Collecting requirements can be classified into two categories below:-

Functional: As the name already tells, a functional requirement describes the functionality of a system. The functionality is basically what the system does do if a user interacts with it through a user interface, for example the execution of a sequence of functions. It also covers the relationship between inputs and outputs in the system. A functional requirement can also state what the system shouldn’t do in specific/abnormal situations and is formulated independently from the actual implementation.

Non-Functional: In most cases these do refer to the system as a whole instead of one single feature in it and thus have a great impact for the system’s architecture. Nonfunctional requirements deal with the three following topics: performance, quality requirements and constraints. In performance requirements the system’s speed, recovery and response times and the availability are described. When it comes to a distributed Big Data system, they are very important hence they are relevant for the system’s stability. Issues like the number of simultaneous users or the amount of data processed are clarified here. Quality requirements include aspects like adaptability, maintainability and security. Constraints – or pseudo-requirements – are additional limitations to the system design brought up either through compliance or through the customer. This can be for instance the requirement to implement the system in a specific programming language or the need to comply with regulatory standards. Furthermore, organizational requirements have to be considered when eliciting and analyzing non-functional requirements.

Note : Before starting implementation and particularly before rolling out the system, it makes sense to validate them with the customer, as the cost of solving a requirements error after a roll-out are up to 100 times more than fixing an implementation error.

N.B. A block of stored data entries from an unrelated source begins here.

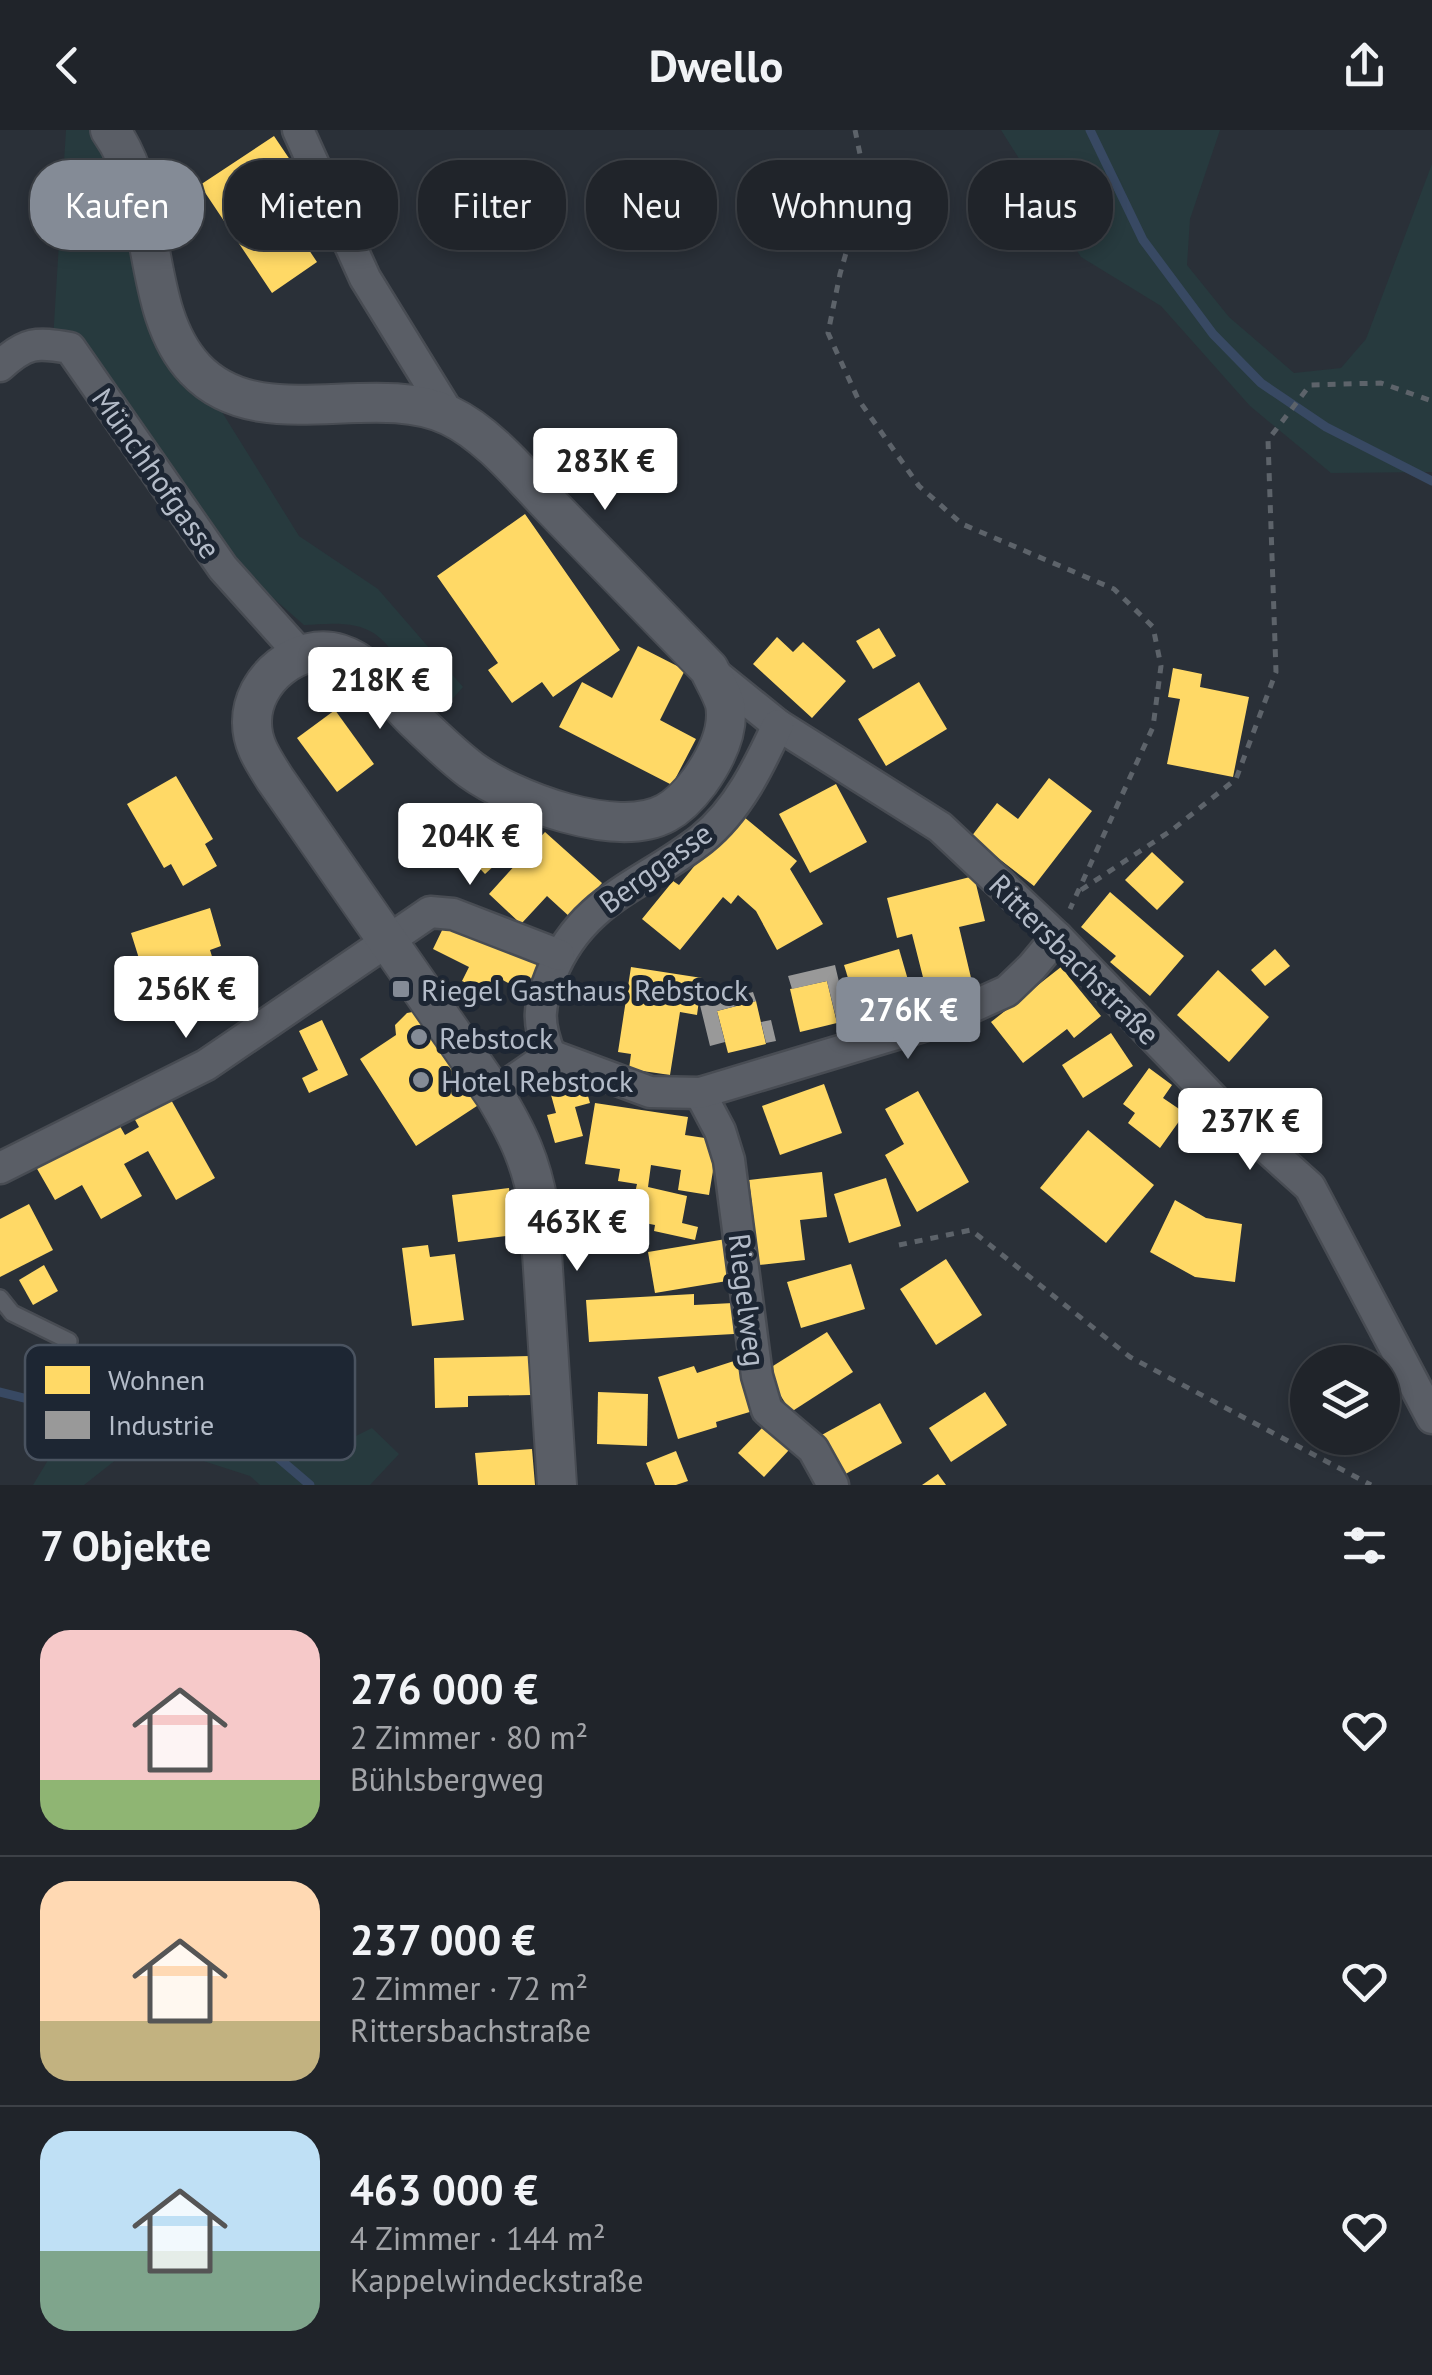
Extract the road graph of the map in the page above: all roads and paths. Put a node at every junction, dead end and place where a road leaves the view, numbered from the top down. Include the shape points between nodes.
1 (110, 130) edge
2 (298, 130) edge
3 (855, 130) edge
4 (0, 366) edge
5 (1432, 401) edge
6 (450, 416) junction
7 (300, 654) junction
8 (710, 669) junction
9 (778, 725) junction
10 (1079, 892) junction
11 (1057, 936) junction
12 (388, 940) junction
13 (559, 955) junction
14 (550, 1055) junction
15 (494, 1094) junction
16 (700, 1094) junction
17 (0, 1168) edge
18 (900, 1244) dead end
19 (0, 1298) edge
20 (68, 1341) dead end
21 (1432, 1418) edge
22 (557, 1485) edge
23 (833, 1485) edge
24 (1371, 1485) edge

1 - 6 street via 136,177 163,310 196,372 231,393 272,405 390,404
2 - 6 street via 365,278
3 - 10 path via 866,183 828,333 858,399 919,486 962,524 1114,589 1153,626 1162,666 1154,727
4 - 7 street, Münchhofgasse via 38,342 70,348 223,568
5 - 10 path via 1381,383 1310,384 1268,440 1276,672 1236,779
6 - 8 street via 530,485
7 - 8 street via 320,650 362,664 470,769 502,790 601,821 665,814 710,768 724,732 725,704
7 - 12 street via 277,669 259,694 251,721 256,749
8 - 9 street, Rittersbachstraße
9 - 11 street, Rittersbachstraße via 940,827
9 - 13 street, Berggasse via 753,780 704,838 594,910
10 - 11 path
11 - 16 street via 1007,991 943,1020
11 - 21 street, Rittersbachstraße via 1220,1106 1310,1187
12 - 13 street via 430,912 454,914
12 - 15 street
12 - 17 street via 206,1065
13 - 14 street, Berggasse via 540,1003
14 - 15 street
14 - 16 street via 650,1092
15 - 22 street via 526,1154 539,1207
16 - 23 street, Riegelweg via 730,1160 767,1410 813,1449
18 - 24 path via 972,1230 1130,1357
19 - 20 lane via 12,1312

Now lets move to develop a set of cross-industrial Big Data artifacts, including definitions, security standards and finally a Big Data Reference Architecture. As the aim of this article is to design a Big Data Reference Architecture for the financial sector, the approach chosen here may varies with a very complex system(I guess that would be highly interesting). For developing a generic Reference Architecture is started out by collecting a number of cross-industrial Use Cases. The Use Case specific requirements were afterward verified for deriving generic, cross Use Case requirements from them and finally map these generic requirements to components here in the Reference Architecture. For use case evaluation I have used the template below.

1. Use Case Title

2. Use Case Description

3. Big Data Characteristics

4. Big Data Science

5. Security and Privacy

6. Organizational Requirements

7. Other Big Data Challenges

Detail view of this template document I’d share separately into another article. As of now we can move on to Reference Architecture. Before turning to the Reference Architecture it is needed to important to understand what IT-architecture actually is.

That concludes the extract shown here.